01.09.2006

Friedenspreis für Gegner von Abschiebehaft

Aachen (dpa) – Der Aachener Friedenspreis ist zum dritten Mal in seiner Geschichte an eine Flüchtlingsorganisation gegangen. Der Verein „Hilfe für Menschen in Abschiebehaft“ der sich im bundesweit größten Abschiebegefängnis im westfälischen Büren engagiert, wurde am Freitag in Aachen ausgezeichnet. Es sei auch ein Zeichen „gegen eine immer rigoroser und unmenschlicher werdende Abschiebepolitik“ sagte Friedenspreis Vorsitzender Otmar Steinbicker.
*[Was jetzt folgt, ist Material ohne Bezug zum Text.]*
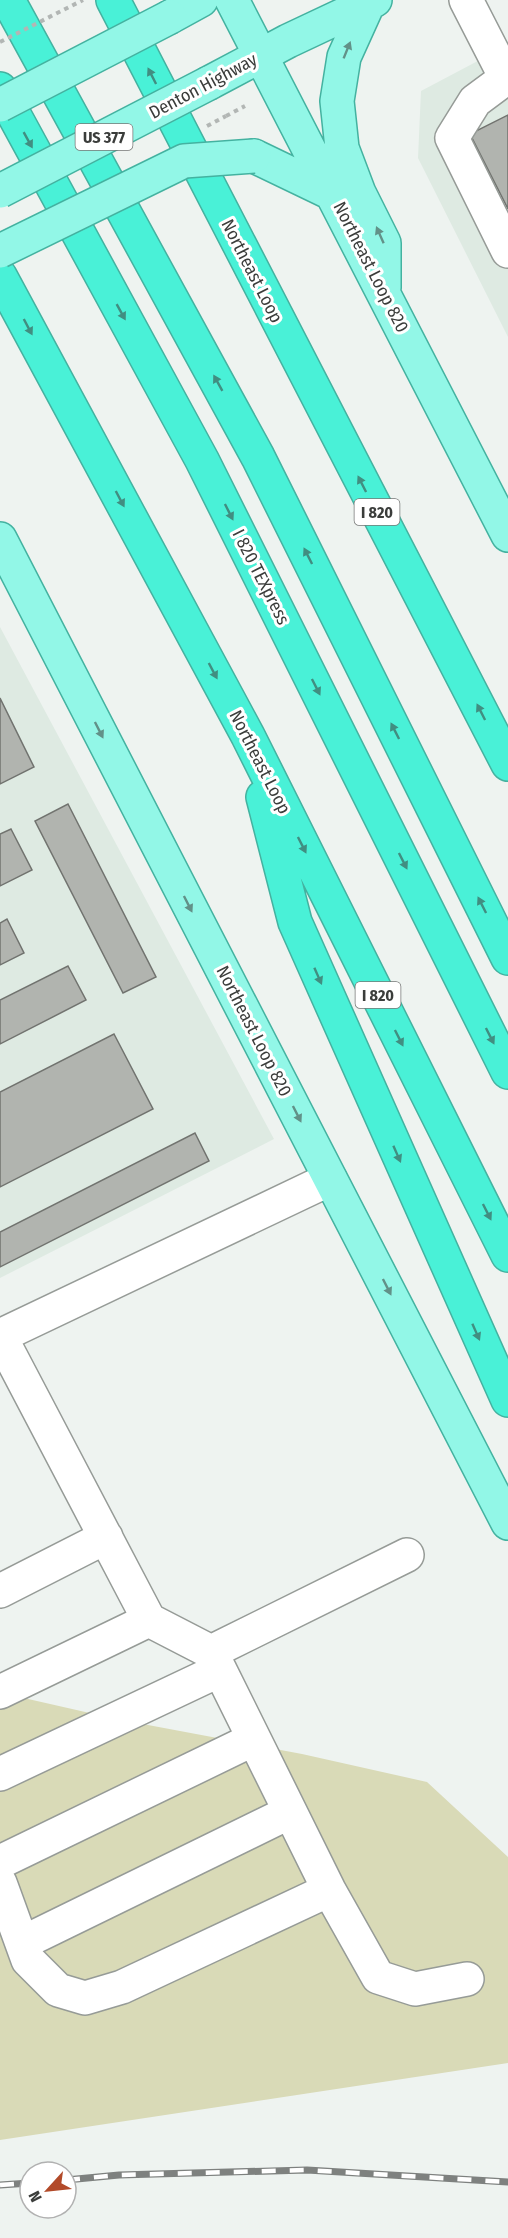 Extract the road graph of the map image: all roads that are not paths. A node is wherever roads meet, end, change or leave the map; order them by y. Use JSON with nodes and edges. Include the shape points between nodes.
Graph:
{"nodes":[{"id":1,"x":8,"y":0,"type":"edge"},
{"id":2,"x":113,"y":0,"type":"edge"},
{"id":3,"x":201,"y":0,"type":"edge"},
{"id":4,"x":232,"y":0,"type":"edge"},
{"id":5,"x":466,"y":0,"type":"edge"},
{"id":6,"x":372,"y":2,"type":"edge"},
{"id":7,"x":261,"y":55,"type":"junction"},
{"id":8,"x":507,"y":77,"type":"edge"},
{"id":9,"x":0,"y":89,"type":"edge"},
{"id":10,"x":0,"y":105,"type":"edge"},
{"id":11,"x":0,"y":191,"type":"edge"},
{"id":12,"x":333,"y":194,"type":"junction"},
{"id":13,"x":508,"y":250,"type":"edge"},
{"id":14,"x":0,"y":251,"type":"edge"},
{"id":15,"x":0,"y":276,"type":"edge"},
{"id":16,"x":384,"y":293,"type":"junction"},
{"id":17,"x":508,"y":535,"type":"edge"},
{"id":18,"x":0,"y":539,"type":"edge"},
{"id":19,"x":248,"y":736,"type":"junction"},
{"id":20,"x":508,"y":764,"type":"edge"},
{"id":21,"x":508,"y":958,"type":"edge"},
{"id":22,"x":508,"y":1072,"type":"edge"},
{"id":23,"x":330,"y":1179,"type":"junction"},
{"id":24,"x":508,"y":1255,"type":"edge"},
{"id":25,"x":0,"y":1336,"type":"edge"},
{"id":26,"x":508,"y":1400,"type":"edge"},
{"id":27,"x":508,"y":1523,"type":"edge"},
{"id":28,"x":106,"y":1537,"type":"junction"},
{"id":29,"x":407,"y":1555,"type":"dead end"},
{"id":30,"x":0,"y":1591,"type":"edge"},
{"id":31,"x":149,"y":1620,"type":"junction"},
{"id":32,"x":216,"y":1661,"type":"junction"},
{"id":33,"x":0,"y":1692,"type":"edge"},
{"id":34,"x":254,"y":1739,"type":"junction"},
{"id":35,"x":0,"y":1774,"type":"edge"},
{"id":36,"x":290,"y":1812,"type":"junction"},
{"id":37,"x":0,"y":1862,"type":"edge"},
{"id":38,"x":0,"y":1883,"type":"edge"},
{"id":39,"x":329,"y":1890,"type":"junction"},
{"id":40,"x":22,"y":1943,"type":"junction"},
{"id":41,"x":467,"y":1979,"type":"dead end"}],
"edges":[{"from":21,"to":1,"type":"highway","one_way":true,"via":[[258,457]]},
{"from":20,"to":2,"type":"highway","name":"Northeast Loop","number":"I 820","one_way":true},
{"from":3,"to":10,"type":"main road","bridge":true},
{"from":4,"to":7,"type":"main road","name":"Northeast Loop 820"},
{"from":5,"to":8,"type":"lane"},
{"from":6,"to":7,"type":"main road","name":"Denton Highway","number":"US 377"},
{"from":16,"to":6,"type":"main road","one_way":true,"via":[[384,243],[342,148],[337,101],[344,57]]},
{"from":7,"to":11,"type":"main road","name":"Denton Highway","number":"US 377","bridge":true},
{"from":7,"to":12,"type":"main road","name":"Northeast Loop 820"},
{"from":8,"to":13,"type":"lane","via":[[475,101],[452,138]]},
{"from":9,"to":22,"type":"highway","name":"I 820 TEXpress","one_way":true,"via":[[202,460]]},
{"from":12,"to":14,"type":"main road","bridge":true,"via":[[254,156],[184,161]]},
{"from":12,"to":16,"type":"main road","name":"Northeast Loop 820"},
{"from":15,"to":19,"type":"highway","name":"Northeast Loop","number":"I 820","one_way":true},
{"from":16,"to":17,"type":"main road","name":"Northeast Loop 820"},
{"from":18,"to":23,"type":"main road","name":"Northeast Loop 820","one_way":true},
{"from":19,"to":24,"type":"highway","name":"Northeast Loop","number":"I 820","one_way":true},
{"from":19,"to":26,"type":"highway","one_way":true,"via":[[295,922]]},
{"from":23,"to":25,"type":"lane"},
{"from":23,"to":27,"type":"main road","name":"Northeast Loop 820","one_way":true},
{"from":25,"to":28,"type":"lane"},
{"from":28,"to":30,"type":"lane"},
{"from":28,"to":31,"type":"lane"},
{"from":29,"to":32,"type":"lane"},
{"from":31,"to":32,"type":"lane"},
{"from":31,"to":33,"type":"lane"},
{"from":32,"to":34,"type":"lane"},
{"from":32,"to":35,"type":"lane"},
{"from":34,"to":36,"type":"lane"},
{"from":34,"to":37,"type":"lane"},
{"from":36,"to":39,"type":"lane"},
{"from":36,"to":40,"type":"lane"},
{"from":38,"to":40,"type":"lane"},
{"from":39,"to":40,"type":"lane","via":[[122,1987],[85,1998],[58,1990],[28,1960]]},
{"from":39,"to":41,"type":"lane","via":[[378,1977],[415,1989]]}]} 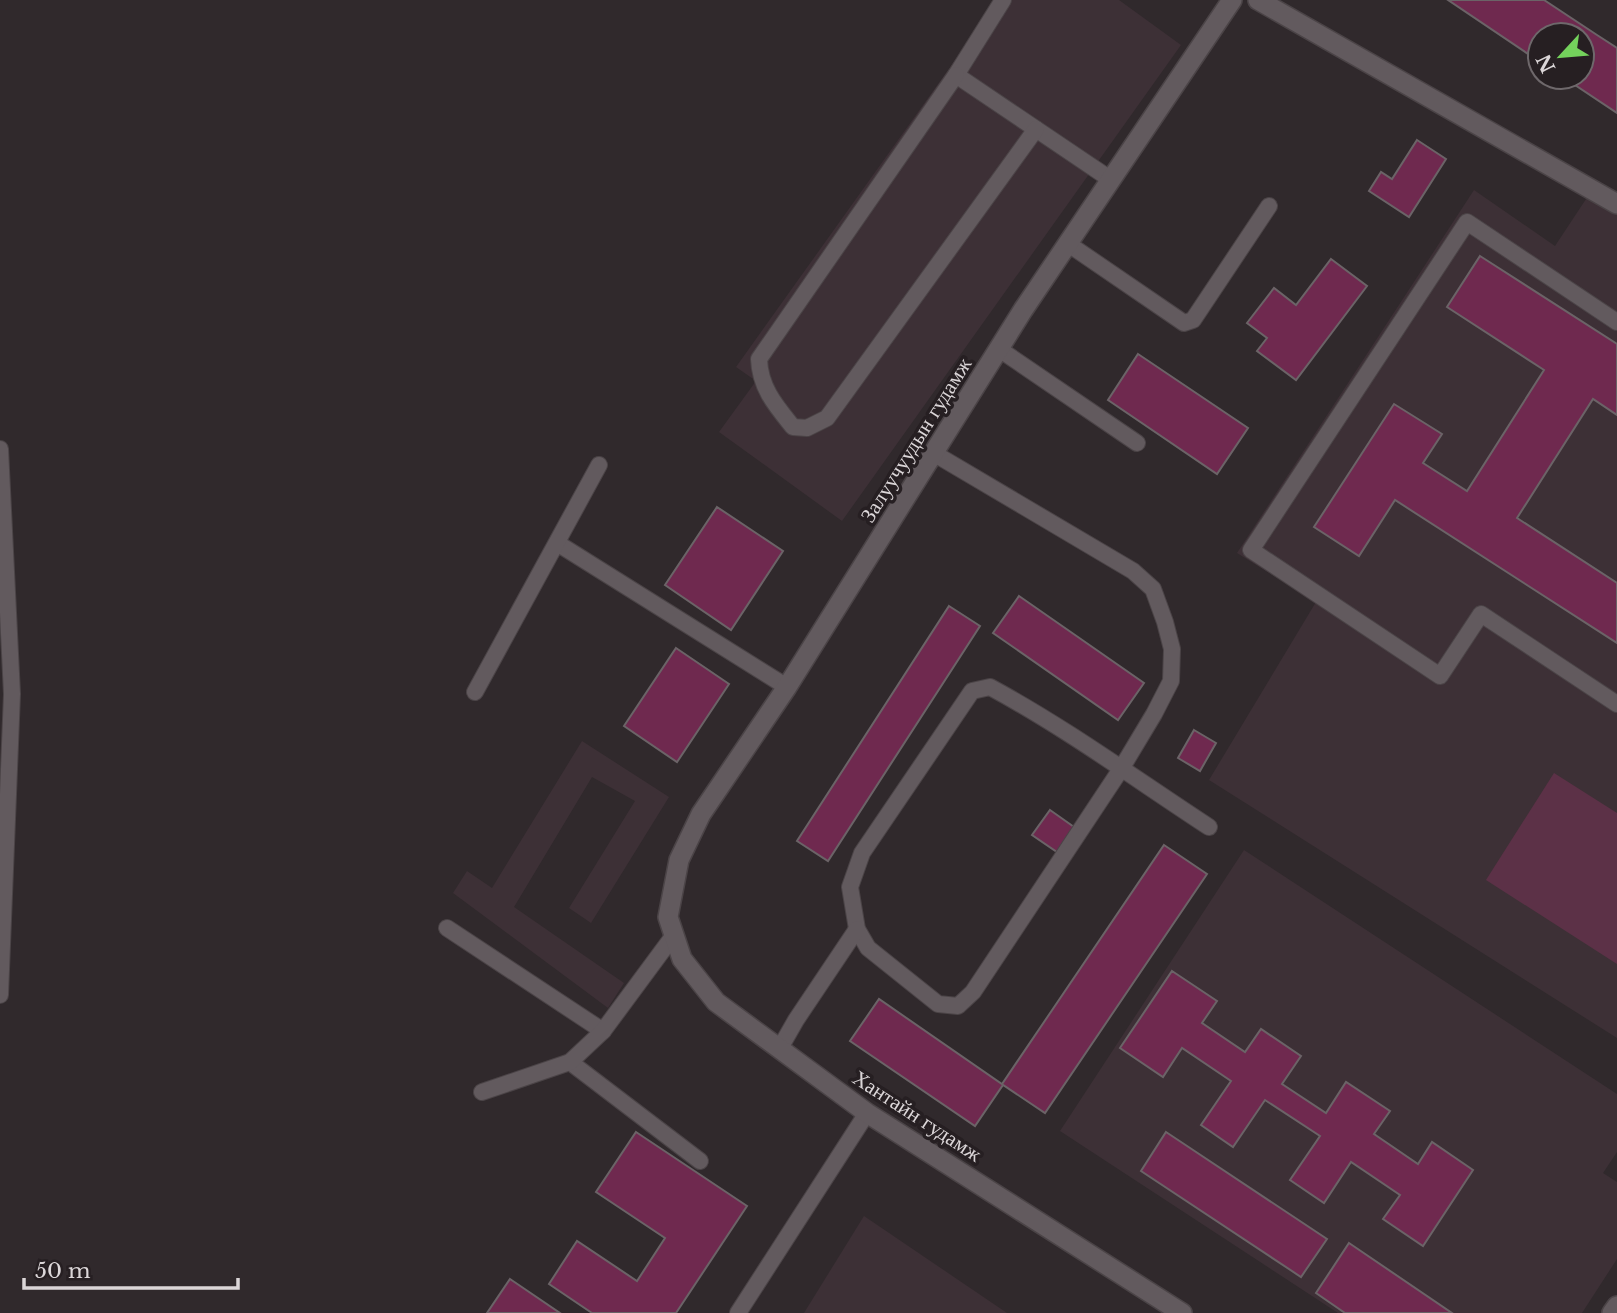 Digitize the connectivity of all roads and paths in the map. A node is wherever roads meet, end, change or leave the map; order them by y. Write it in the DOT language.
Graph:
graph roads {
  1 [pos="1003,0"];
  2 [pos="1232,0"];
  3 [pos="1258,0"];
  4 [pos="956,75"];
  5 [pos="1035,129"];
  6 [pos="1110,179"];
  7 [pos="1617,204"];
  8 [pos="1269,206"];
  9 [pos="1066,243"];
  10 [pos="1617,321"];
  11 [pos="999,349"];
  12 [pos="1137,443"];
  13 [pos="0,449"];
  14 [pos="934,454"];
  15 [pos="599,465"];
  16 [pos="556,543"];
  17 [pos="787,687"];
  18 [pos="475,691"];
  19 [pos="1617,704"];
  20 [pos="1121,769"];
  21 [pos="1209,827"];
  22 [pos="671,926"];
  23 [pos="447,928"];
  24 [pos="857,929"];
  25 [pos="0,995"];
  26 [pos="603,1031"];
  27 [pos="780,1048"];
  28 [pos="569,1062"];
  29 [pos="482,1092"];
  30 [pos="867,1113"];
  31 [pos="700,1161"];
  32 [pos="1617,1306"];
  33 [pos="738,1313"];
  34 [pos="1182,1313"];
  35 [pos="1612,1313"];
  1 -- 4 [label="lane"];
  2 -- 6 [label="street, Залуучуудын гудамж"];
  3 -- 7 [label="street"];
  4 -- 5 [label="lane"];
  4 -- 5 [label="lane"];
  5 -- 6 [label="lane"];
  6 -- 9 [label="street, Залуучуудын гудамж"];
  8 -- 9 [label="lane"];
  9 -- 11 [label="street, Залуучуудын гудамж"];
  10 -- 19 [label="lane"];
  11 -- 12 [label="lane"];
  11 -- 14 [label="street, Залуучуудын гудамж"];
  13 -- 25 [label="lane"];
  14 -- 17 [label="street, Залуучуудын гудамж"];
  14 -- 20 [label="lane"];
  15 -- 16 [label="lane"];
  16 -- 17 [label="lane"];
  16 -- 18 [label="lane"];
  17 -- 22 [label="street, Залуучуудын гудамж"];
  20 -- 21 [label="lane"];
  20 -- 24 [label="lane"];
  20 -- 24 [label="lane"];
  22 -- 26 [label="lane"];
  22 -- 27 [label="street, Хантайн гудамж"];
  23 -- 26 [label="lane"];
  24 -- 27 [label="lane"];
  26 -- 28 [label="lane"];
  27 -- 30 [label="street, Хантайн гудамж"];
  28 -- 29 [label="lane"];
  28 -- 31 [label="lane"];
  30 -- 33 [label="lane"];
  30 -- 34 [label="street, Хантайн гудамж"];
  32 -- 35 [label="street"];
}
Der kleine Verein kämpft beharrlich und mit friedlichen Mitteln gegen Abschiebehaft. Er setze sich konkret für die Häftlinge ein, sagt Steinbicker bei der Verleihung. Der mit 2000 Euro dotierte Aachener Friedenspreis ehrt Menschen, die sich „von unten her“ für Frieden und Menschenrechte einsetzen. Er wird am weltweiten Antikriegstag, dem 1. September, verliehen.

„Abschiebehaft ist Unrecht“

Vertreter der Preisträger verurteilen die Abschiebehaft als Unrecht. „Ein Staat, der behauptet, Rechtsstaat zu sein, darf die Abschiebehaft nicht einsetzen“, sagte die Gründerin und Vorsitzende des Bürener Vereins, Regine Jäger. Die Haft sei das stärkste Sanktionsmittel für Straftäter. Betroffene Flüchtlinge hielten sich ohne legalen Aufenthaltsstatus in Deutschland auf. Das sei lediglich eine Ordnungswidrigkeit. Die Inhaftierung von bis zu 18 Monaten verstoße gegen das Recht auf Freiheit und gegen das Gebot der Gleichbehandlung.

Der 1994 gegründete Verein mit rund 50 Mitgliedern hat bisher 10.000 Häftlinge in Büren bei Paderborn betreut. Die Mitglieder setzen sich auch für bessere Haftbedingungen ein. Der Verein erreichte nach eigenen Angaben die Abschaffung der sogenannten Schaukelfesselung, bei der Hände und Füße auf dem Rücken zusammengebunden werden. Nach Angaben des Friedenspreisträgers „Pro Asyl“ (2001) haben sich 49 Menschen in Abschiebehaft seit 1993 das Leben genommen.

Arbeit auf „bitterem Feld“

Der Schriftsteller Günter Wallraff bescheinigte den Vereinsmitgliedern in seiner Laudatio sie leisteten wirklich ungewöhnliches“. Der Bürener Verein arbeite „auf einem bitteren Feld“. Dort gibt es nur wenig von dem, was sie unter „Menschenrechten“ verstehen.“ Die Preisträger entdeckten „häufig genug fragwürdige Beschlüsse und dubiose Gerichtsentscheidung“. „Deshalb schafft es der Verein, 20 bis 25 Prozent der Häftlinge aus Büren freizubekommen.“ Jeder Freigelassene sei „ein Sieg über diese Institution der Unmenschlichkeit“. Wallraff fügte hinzu, das Grundrecht auf Asyl sei in Deutschland „zu einem reinen Ausnahmerecht geworden“. Es sei „reine Glückssache“, ob ein Asylbewerber anerkannt werde oder nicht.“ Auf jeden Fall gilt: Im Zweifel wird gegen den Asylbewerber entschieden.“

Friedenspreis seit 1988

Der mit 1000 Euro dotierte Aachener Friedenspreis wurde 1988 von einem Bündnis aus Parteien, Gewerkschaften und Bürgergruppen ins Leben gerufen. Im Gegensatz zum internationalen Aachener Karlspreis soll mit der Auszeichnung Engagement und Zivilcourage von Menschen gewürdigt werden, die ohne öffentliche Ämter für den Frieden arbeiten.

Zu den Trägern des traditionell zum Antikriegstag am 1. September verliehenen Preises zählen die deutsche Schauspielerin Hanne Hiob, der US-Jesuitenpater Roy Bourgeois, die türkische Anwältin Eren Keskin und die Initiative Petersburger Soldaten Mütter.